PROMPT: From the records below, extract only the lines running from the line with "Input: one rendered map. Extract" to the line with "to bottom. Minified.", both lines included, reproducing them exactly.
──────── AVAILABLE DATA
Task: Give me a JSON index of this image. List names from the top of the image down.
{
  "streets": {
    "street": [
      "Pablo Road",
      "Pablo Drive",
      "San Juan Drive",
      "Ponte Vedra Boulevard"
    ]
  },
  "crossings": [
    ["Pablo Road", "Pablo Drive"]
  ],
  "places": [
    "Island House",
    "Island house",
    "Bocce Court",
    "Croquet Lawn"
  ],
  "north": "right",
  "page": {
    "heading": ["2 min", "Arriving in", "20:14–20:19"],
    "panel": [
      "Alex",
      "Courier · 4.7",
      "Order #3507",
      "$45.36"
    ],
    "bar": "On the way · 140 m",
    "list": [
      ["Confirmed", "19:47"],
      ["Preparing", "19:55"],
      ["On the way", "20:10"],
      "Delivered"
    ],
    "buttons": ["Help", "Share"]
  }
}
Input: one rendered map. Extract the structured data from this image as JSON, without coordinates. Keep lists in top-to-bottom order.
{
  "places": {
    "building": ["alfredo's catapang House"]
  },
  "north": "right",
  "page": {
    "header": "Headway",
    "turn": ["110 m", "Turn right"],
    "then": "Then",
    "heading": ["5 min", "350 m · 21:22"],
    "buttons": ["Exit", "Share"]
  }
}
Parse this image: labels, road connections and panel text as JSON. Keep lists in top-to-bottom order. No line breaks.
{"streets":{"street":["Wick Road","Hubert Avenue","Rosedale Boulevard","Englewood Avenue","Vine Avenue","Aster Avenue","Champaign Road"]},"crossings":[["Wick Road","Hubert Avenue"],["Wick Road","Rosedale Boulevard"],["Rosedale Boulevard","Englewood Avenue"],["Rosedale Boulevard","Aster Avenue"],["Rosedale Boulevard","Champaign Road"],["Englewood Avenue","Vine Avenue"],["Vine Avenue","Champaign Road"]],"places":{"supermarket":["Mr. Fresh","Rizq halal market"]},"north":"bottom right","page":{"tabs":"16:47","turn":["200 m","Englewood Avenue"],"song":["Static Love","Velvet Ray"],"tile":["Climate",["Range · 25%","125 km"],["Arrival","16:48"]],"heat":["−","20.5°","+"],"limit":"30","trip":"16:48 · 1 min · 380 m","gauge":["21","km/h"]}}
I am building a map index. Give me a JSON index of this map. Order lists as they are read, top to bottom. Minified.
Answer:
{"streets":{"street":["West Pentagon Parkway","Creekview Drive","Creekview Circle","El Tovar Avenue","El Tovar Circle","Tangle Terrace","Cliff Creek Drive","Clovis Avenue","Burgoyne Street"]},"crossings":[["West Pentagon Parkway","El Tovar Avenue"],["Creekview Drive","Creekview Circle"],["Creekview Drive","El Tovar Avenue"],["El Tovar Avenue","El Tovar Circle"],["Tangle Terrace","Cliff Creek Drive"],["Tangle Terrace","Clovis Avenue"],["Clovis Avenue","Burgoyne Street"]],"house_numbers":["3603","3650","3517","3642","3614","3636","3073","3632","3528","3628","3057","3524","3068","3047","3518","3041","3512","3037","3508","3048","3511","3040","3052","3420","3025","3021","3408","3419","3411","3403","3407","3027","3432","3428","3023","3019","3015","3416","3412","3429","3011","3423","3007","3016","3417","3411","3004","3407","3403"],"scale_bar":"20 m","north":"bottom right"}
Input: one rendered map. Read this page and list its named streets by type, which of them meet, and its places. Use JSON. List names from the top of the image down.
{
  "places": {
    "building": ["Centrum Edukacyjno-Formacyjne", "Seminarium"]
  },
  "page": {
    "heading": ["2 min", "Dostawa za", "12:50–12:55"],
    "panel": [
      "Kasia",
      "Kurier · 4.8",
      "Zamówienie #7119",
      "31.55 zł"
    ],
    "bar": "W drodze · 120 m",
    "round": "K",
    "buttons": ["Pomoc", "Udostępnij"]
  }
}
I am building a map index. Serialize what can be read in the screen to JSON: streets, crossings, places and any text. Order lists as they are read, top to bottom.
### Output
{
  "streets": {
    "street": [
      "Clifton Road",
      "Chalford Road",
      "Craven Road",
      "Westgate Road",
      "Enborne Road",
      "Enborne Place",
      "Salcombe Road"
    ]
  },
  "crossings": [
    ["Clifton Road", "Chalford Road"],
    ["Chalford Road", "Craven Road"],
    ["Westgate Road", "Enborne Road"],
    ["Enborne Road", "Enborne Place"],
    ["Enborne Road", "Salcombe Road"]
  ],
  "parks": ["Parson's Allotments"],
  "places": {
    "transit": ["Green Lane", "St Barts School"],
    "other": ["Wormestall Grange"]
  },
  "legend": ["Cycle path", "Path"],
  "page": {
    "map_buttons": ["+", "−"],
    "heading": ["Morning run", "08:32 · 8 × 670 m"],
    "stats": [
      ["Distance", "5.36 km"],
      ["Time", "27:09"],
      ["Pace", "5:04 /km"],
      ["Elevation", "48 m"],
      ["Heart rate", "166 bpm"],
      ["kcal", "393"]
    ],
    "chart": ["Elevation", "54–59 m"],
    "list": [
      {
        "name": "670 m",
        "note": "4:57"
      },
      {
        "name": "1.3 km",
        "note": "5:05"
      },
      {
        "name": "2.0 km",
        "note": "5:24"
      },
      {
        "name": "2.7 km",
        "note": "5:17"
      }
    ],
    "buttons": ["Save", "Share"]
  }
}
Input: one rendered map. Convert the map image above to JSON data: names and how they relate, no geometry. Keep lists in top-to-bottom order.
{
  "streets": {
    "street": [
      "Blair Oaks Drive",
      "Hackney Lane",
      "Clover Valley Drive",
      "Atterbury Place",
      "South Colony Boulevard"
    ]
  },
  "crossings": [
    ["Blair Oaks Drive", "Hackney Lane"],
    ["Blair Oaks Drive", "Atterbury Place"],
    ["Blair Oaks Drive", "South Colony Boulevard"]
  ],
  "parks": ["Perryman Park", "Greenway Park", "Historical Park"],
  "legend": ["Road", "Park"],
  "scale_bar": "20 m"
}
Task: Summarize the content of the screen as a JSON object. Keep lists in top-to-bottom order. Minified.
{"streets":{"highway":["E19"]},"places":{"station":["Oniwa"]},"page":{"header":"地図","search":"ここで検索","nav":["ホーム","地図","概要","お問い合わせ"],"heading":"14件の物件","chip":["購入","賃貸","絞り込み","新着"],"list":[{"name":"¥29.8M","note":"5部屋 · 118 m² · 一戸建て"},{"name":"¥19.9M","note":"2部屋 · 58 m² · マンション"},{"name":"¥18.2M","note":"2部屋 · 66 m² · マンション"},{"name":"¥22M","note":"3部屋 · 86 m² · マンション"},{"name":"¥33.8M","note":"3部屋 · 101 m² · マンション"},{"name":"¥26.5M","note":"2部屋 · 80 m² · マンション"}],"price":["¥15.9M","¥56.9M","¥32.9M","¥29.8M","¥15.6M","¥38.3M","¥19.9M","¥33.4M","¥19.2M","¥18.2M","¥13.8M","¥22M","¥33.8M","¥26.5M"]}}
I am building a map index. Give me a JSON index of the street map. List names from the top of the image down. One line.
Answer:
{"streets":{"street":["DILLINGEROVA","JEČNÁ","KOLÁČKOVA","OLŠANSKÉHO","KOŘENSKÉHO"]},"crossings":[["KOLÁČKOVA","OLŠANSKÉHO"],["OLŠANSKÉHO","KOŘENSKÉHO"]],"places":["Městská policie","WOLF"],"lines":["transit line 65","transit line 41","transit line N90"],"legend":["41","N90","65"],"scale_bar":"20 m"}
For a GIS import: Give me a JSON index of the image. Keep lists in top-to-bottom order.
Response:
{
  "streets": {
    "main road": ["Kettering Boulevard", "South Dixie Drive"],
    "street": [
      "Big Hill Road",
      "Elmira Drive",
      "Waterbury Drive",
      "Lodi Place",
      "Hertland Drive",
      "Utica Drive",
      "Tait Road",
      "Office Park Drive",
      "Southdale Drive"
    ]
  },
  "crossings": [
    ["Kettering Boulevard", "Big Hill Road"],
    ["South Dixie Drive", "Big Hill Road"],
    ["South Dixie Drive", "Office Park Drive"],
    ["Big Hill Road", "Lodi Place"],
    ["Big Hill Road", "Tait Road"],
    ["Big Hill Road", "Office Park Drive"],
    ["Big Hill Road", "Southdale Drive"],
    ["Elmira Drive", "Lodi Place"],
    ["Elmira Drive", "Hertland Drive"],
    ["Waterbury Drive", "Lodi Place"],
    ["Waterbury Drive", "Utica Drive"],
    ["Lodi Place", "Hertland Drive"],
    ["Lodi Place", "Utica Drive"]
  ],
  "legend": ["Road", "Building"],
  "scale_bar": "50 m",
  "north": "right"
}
────────────────
EXERCISE RESPONSE:
Input: one rendered map. Extract the structured data from this image as JSON, without coordinates. Keep lists in top-to-bottom order.
{
  "places": {
    "building": ["alfredo's catapang House"]
  },
  "north": "right",
  "page": {
    "header": "Headway",
    "turn": ["110 m", "Turn right"],
    "then": "Then",
    "heading": ["5 min", "350 m · 21:22"],
    "buttons": ["Exit", "Share"]
  }
}
Parse this image: labels, road connections and panel text as JSON. Keep lists in top-to-bottom order. No line breaks.
{"streets":{"street":["Wick Road","Hubert Avenue","Rosedale Boulevard","Englewood Avenue","Vine Avenue","Aster Avenue","Champaign Road"]},"crossings":[["Wick Road","Hubert Avenue"],["Wick Road","Rosedale Boulevard"],["Rosedale Boulevard","Englewood Avenue"],["Rosedale Boulevard","Aster Avenue"],["Rosedale Boulevard","Champaign Road"],["Englewood Avenue","Vine Avenue"],["Vine Avenue","Champaign Road"]],"places":{"supermarket":["Mr. Fresh","Rizq halal market"]},"north":"bottom right","page":{"tabs":"16:47","turn":["200 m","Englewood Avenue"],"song":["Static Love","Velvet Ray"],"tile":["Climate",["Range · 25%","125 km"],["Arrival","16:48"]],"heat":["−","20.5°","+"],"limit":"30","trip":"16:48 · 1 min · 380 m","gauge":["21","km/h"]}}
I am building a map index. Give me a JSON index of this map. Order lists as they are read, top to bottom. Minified.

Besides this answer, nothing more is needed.